Mereka Yang Hilang dan Pergi

Minggu, 2 Oktober 2016 | 19:05 WIB
0
265
Mereka Yang Hilang dan Pergi

Cerpen: Pepih Nugraha

Satu persatu sahabatku berpulang. Berpulang karena dipanggil Tuhan, atau menghilang karena masuk bui. Dulu, semasa duduk di sekolah dasar, kami dikenal sebagai lima sekawan, seperti kisah Enid Blyton. Kami berbeda sifat, juga berbeda nasib. Orang tahu, dari lima sekawan itu, akulah yang dikenal sebagai “si miskin dan pemalu”. Mau dikata apa, orangtuaku memang tidak berpunya, sekadar buruh tani di kampungku.

Bapak buruh tani, kerjanya mencangkul sawah atau ladang. Kadang lebih sering menganggur manakala kemarau panjang datang.
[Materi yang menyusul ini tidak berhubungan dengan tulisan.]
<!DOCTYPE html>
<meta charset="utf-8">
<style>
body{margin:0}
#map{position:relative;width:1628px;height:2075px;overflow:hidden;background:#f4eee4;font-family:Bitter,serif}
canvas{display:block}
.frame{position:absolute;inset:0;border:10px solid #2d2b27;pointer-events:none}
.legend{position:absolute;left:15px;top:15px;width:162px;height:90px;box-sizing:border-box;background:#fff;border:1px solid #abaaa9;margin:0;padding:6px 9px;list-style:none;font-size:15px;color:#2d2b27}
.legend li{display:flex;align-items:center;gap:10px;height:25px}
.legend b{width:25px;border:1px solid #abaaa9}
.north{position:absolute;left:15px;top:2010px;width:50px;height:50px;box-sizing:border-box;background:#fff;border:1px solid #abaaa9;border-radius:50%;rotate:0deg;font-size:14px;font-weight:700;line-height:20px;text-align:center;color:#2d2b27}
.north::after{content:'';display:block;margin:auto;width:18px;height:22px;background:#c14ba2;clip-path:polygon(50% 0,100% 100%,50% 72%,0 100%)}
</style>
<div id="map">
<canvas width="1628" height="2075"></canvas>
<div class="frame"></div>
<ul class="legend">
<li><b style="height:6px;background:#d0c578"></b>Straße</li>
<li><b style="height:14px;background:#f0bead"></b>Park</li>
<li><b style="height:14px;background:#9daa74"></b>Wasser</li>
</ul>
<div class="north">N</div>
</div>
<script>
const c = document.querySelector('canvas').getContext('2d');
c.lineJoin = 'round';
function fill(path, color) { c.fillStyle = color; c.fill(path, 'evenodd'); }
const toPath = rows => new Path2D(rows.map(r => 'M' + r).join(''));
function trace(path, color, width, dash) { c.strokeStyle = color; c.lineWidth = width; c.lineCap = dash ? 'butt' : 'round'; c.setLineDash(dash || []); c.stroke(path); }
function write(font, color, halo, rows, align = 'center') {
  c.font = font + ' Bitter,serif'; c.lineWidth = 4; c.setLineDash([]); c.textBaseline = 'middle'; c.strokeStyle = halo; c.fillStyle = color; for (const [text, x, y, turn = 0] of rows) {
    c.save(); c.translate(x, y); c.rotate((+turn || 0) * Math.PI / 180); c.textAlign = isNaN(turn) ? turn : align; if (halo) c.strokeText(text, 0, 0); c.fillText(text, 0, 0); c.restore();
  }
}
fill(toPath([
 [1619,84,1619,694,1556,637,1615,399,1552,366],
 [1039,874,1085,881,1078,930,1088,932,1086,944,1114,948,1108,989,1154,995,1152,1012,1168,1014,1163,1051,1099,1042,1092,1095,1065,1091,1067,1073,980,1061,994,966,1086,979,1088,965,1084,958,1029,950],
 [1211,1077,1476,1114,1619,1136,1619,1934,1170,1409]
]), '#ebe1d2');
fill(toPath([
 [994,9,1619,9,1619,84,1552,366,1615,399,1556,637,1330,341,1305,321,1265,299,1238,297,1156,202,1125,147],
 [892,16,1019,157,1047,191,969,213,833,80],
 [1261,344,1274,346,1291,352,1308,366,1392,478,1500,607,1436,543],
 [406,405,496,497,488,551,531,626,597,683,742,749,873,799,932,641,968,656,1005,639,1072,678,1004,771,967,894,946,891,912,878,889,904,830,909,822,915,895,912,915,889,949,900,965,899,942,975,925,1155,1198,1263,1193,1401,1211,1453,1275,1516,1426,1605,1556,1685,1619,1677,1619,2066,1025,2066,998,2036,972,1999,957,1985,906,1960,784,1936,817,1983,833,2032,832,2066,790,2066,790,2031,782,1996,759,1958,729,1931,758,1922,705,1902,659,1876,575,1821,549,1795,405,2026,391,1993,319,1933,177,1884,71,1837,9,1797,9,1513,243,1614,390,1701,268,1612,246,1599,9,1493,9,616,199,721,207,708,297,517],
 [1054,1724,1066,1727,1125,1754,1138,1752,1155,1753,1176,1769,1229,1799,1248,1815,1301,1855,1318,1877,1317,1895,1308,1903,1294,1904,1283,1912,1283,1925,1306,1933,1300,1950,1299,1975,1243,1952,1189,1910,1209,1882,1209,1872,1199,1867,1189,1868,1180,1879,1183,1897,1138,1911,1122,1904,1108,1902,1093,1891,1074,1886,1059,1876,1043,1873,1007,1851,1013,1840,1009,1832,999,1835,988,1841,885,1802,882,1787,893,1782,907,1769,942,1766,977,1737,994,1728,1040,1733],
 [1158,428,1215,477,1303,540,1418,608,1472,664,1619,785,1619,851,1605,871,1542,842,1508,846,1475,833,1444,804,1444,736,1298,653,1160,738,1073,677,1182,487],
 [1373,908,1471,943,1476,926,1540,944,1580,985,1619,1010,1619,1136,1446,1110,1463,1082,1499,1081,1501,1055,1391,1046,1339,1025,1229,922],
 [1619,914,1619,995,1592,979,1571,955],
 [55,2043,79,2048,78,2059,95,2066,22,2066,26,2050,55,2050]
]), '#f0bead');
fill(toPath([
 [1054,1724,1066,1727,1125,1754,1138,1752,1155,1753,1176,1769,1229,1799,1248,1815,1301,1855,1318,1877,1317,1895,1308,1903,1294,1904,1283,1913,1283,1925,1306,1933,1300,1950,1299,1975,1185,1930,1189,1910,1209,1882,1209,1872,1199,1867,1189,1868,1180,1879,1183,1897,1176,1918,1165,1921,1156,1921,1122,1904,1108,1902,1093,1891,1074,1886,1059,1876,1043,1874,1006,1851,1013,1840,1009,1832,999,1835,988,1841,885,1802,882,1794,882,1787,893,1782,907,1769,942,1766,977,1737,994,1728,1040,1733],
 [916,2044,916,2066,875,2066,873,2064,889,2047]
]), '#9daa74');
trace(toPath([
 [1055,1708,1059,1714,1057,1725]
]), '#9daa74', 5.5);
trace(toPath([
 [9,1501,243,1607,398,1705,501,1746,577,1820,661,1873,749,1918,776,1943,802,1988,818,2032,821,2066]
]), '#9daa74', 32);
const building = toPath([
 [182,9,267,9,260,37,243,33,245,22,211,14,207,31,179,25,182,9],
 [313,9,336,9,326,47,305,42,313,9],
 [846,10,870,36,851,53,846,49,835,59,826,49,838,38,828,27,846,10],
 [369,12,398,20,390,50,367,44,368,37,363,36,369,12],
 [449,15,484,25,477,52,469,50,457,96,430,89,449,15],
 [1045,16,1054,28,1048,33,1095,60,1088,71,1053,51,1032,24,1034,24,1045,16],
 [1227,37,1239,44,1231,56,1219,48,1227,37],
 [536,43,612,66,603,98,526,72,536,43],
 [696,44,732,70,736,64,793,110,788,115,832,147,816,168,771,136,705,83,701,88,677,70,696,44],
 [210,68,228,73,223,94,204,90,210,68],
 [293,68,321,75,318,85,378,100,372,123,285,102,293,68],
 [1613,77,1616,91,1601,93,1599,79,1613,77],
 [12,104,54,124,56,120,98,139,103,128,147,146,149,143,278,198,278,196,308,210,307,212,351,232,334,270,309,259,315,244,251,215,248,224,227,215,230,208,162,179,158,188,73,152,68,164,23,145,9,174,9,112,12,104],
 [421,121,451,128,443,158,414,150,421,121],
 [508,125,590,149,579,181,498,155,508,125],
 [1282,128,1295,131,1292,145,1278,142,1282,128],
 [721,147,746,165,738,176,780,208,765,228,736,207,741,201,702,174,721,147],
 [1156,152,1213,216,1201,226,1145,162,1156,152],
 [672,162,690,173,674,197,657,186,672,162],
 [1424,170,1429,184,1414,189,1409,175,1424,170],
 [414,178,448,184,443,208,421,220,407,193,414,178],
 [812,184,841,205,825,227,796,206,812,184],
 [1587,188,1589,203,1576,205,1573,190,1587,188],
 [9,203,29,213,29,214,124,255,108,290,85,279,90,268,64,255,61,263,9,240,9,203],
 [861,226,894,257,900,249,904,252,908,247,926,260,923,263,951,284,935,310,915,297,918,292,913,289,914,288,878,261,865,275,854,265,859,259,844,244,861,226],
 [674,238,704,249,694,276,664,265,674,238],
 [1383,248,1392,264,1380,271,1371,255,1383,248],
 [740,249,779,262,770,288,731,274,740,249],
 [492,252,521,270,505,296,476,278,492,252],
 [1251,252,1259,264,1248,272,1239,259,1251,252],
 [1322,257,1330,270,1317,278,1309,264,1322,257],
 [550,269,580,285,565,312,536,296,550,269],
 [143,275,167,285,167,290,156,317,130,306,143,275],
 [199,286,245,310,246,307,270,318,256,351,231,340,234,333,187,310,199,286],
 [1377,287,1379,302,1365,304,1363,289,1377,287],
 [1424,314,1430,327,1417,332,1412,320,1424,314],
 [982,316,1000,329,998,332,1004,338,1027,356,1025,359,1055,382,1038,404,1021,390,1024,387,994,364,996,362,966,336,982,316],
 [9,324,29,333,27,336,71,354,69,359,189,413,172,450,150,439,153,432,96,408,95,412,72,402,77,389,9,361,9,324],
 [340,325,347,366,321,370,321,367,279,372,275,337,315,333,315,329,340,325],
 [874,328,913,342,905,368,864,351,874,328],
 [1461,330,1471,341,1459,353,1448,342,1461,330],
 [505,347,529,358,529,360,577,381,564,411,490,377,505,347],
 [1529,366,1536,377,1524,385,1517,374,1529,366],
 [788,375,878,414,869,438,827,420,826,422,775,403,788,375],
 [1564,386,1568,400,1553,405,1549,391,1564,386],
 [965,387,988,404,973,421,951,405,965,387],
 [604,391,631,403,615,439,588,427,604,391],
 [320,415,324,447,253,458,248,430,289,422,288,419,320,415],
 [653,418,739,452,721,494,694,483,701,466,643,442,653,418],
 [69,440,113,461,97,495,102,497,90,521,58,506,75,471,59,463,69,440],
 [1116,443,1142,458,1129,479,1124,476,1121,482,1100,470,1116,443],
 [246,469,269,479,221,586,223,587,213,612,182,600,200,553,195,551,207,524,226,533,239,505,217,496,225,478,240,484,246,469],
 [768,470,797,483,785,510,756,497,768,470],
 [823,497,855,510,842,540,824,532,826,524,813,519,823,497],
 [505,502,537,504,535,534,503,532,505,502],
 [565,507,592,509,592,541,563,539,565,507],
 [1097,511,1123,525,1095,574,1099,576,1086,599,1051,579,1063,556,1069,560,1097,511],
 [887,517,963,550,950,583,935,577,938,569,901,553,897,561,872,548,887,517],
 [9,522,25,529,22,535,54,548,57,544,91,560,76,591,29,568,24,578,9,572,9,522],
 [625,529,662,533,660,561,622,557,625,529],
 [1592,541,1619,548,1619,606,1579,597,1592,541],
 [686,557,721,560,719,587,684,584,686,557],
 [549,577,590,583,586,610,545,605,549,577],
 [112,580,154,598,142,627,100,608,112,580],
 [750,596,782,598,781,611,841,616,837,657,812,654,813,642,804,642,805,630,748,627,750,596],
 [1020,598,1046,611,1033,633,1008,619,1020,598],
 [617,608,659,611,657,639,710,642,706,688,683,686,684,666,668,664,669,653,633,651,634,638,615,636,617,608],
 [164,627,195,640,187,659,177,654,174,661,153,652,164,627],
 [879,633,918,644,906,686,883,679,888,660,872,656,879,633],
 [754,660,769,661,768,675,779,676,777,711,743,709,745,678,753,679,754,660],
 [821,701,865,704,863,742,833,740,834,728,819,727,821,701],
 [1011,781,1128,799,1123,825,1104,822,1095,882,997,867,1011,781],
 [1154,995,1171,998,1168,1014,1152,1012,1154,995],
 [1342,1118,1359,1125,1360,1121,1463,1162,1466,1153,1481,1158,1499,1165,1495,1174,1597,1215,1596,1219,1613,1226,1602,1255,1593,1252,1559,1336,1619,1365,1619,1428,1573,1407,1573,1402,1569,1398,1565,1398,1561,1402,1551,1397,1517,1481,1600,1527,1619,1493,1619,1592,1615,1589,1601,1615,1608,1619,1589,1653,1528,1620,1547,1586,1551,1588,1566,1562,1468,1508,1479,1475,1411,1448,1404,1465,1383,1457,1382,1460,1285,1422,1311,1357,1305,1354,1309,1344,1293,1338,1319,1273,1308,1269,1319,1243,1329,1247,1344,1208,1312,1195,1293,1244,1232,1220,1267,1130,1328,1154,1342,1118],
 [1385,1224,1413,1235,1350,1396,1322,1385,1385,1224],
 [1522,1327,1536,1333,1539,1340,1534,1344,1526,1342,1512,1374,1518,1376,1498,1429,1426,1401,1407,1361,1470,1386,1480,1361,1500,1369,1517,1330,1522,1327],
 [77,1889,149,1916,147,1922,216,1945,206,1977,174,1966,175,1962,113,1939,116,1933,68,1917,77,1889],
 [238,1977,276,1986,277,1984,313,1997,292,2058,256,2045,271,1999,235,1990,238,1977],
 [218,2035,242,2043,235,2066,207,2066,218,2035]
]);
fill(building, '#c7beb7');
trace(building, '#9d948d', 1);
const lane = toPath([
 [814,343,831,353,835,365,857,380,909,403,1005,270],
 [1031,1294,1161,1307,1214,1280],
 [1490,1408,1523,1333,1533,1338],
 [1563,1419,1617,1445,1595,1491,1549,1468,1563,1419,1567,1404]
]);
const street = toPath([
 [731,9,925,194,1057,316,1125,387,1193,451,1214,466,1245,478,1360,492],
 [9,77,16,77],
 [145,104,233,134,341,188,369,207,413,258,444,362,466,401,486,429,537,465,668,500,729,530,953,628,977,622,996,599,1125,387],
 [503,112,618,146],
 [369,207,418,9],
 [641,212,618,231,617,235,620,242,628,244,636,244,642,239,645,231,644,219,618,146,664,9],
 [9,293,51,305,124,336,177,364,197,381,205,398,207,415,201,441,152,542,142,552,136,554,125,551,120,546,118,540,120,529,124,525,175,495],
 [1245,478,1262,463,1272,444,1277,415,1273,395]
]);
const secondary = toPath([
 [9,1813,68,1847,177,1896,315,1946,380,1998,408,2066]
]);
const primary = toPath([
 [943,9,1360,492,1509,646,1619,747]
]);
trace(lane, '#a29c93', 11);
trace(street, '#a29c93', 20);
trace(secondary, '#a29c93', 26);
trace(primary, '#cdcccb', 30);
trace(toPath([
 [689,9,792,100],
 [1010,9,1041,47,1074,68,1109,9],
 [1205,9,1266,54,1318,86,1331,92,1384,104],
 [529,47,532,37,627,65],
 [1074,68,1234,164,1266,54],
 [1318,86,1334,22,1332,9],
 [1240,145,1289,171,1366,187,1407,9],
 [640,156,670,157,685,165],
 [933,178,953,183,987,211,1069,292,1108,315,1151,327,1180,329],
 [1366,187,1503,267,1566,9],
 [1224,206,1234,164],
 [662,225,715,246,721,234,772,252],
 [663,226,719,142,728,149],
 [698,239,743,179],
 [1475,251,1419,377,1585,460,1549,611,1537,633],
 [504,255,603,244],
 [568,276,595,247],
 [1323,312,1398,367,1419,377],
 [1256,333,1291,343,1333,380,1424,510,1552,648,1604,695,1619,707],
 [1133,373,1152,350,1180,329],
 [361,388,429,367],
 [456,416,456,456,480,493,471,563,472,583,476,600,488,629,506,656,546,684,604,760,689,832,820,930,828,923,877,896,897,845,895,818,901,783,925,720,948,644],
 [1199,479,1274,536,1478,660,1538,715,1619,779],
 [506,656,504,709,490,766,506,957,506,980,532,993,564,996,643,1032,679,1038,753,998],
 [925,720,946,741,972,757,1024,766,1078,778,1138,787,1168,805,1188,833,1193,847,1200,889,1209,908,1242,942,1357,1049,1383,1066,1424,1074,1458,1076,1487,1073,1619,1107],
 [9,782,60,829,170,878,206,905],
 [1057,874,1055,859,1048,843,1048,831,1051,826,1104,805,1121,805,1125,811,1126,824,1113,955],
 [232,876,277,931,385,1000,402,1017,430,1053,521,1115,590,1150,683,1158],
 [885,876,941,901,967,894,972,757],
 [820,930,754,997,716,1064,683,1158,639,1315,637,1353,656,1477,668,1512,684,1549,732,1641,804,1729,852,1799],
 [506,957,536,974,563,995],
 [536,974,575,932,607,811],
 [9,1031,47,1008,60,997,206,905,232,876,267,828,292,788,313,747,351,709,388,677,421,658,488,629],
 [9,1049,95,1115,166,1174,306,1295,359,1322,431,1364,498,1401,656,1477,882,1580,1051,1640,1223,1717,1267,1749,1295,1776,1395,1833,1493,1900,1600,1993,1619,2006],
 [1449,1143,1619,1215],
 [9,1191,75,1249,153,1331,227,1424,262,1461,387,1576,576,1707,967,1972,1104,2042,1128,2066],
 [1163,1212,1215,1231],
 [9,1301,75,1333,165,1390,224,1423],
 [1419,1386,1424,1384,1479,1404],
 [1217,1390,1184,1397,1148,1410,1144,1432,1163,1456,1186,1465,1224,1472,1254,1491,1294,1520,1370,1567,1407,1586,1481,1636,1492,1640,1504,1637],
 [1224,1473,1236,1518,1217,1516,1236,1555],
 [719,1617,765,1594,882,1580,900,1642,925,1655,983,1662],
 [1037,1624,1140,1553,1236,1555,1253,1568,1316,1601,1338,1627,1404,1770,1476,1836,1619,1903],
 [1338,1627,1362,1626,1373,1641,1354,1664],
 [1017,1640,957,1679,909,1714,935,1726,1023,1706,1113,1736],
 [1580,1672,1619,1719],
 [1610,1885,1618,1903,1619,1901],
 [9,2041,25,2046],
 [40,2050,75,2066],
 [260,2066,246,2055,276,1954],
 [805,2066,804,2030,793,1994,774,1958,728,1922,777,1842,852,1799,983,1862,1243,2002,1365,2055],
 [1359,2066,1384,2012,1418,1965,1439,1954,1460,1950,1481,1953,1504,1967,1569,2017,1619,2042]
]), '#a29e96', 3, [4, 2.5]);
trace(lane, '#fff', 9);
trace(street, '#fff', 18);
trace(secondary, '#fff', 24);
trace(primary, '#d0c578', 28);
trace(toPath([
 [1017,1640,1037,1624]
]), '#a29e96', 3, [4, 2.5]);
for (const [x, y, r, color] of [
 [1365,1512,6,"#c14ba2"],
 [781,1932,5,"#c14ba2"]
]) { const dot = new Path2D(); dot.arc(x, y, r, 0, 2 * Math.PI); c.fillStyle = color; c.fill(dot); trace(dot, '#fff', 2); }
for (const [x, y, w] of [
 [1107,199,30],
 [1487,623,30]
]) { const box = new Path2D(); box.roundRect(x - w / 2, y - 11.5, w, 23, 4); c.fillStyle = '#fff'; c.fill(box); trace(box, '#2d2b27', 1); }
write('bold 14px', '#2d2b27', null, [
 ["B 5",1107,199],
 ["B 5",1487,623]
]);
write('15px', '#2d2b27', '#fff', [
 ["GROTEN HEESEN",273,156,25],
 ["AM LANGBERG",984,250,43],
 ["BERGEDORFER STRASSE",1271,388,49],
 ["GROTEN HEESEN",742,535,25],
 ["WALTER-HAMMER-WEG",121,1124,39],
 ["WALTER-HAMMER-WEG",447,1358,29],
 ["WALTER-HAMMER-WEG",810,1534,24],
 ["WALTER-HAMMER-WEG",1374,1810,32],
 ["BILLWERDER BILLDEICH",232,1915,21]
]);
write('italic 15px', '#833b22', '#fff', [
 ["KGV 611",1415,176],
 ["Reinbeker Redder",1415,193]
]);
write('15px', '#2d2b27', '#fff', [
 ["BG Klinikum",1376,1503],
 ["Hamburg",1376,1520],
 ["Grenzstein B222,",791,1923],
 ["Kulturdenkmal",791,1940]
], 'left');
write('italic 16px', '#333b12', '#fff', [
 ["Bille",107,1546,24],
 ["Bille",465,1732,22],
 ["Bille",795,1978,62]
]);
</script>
Emak tukang mengerat padi jika musim panen tiba. Selebihnya perempuan yang kuhormati itu sering kujumpai membawa ayakan, menyusur bibir sungai untuk mencari ikan-ikan kecil terutama udang air tawar.

Kalau rezeki datang, udang renik ini bisa dijual kepada Haji Kanung, tetangga yang berpunya. Hasil penjualan udang tawar dibelikan bumbu dapur secukupnya, juga ikan asin sekadarnya. Jika udang tak cukup dijual, emak menggorengnya dengan minyak kelapa yang dia bikin sendiri. Rupa udang itu menjadi merah menyala tatkala tersengat wajan berisi minyak goreng panas. Kadang kalau sudah perut melilit, kuambil saja udang merah yang masih setengah matang itu langsung dari penggorengannya. “Sabar toh, Nak, sebentar lagi juga matang,” kata emak.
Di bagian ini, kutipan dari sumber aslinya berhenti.